--- START ---

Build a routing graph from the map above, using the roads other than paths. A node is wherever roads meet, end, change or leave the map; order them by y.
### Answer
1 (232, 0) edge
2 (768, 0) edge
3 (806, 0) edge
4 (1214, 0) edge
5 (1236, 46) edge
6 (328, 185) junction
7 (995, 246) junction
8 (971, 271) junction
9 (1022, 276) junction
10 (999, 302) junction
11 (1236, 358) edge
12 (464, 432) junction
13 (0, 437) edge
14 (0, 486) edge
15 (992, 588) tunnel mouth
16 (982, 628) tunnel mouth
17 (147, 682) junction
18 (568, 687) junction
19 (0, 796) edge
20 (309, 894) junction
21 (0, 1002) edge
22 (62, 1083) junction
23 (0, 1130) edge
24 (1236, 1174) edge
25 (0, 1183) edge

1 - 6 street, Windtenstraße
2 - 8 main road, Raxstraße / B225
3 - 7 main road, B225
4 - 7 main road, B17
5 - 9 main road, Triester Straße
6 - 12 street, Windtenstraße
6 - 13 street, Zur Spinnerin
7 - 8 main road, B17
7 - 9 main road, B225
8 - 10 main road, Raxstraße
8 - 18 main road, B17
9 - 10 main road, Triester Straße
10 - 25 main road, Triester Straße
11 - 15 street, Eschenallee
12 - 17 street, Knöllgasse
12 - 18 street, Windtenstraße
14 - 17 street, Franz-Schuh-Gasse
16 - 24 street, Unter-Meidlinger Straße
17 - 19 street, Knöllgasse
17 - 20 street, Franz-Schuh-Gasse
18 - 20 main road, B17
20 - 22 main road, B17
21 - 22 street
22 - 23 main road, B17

--- END ---

WHAT THE TASK REQUIRES: Your task is to copy each line of the data above that holds "Schuh".

ANSWER SPACE:
14 - 17 street, Franz-Schuh-Gasse
17 - 20 street, Franz-Schuh-Gasse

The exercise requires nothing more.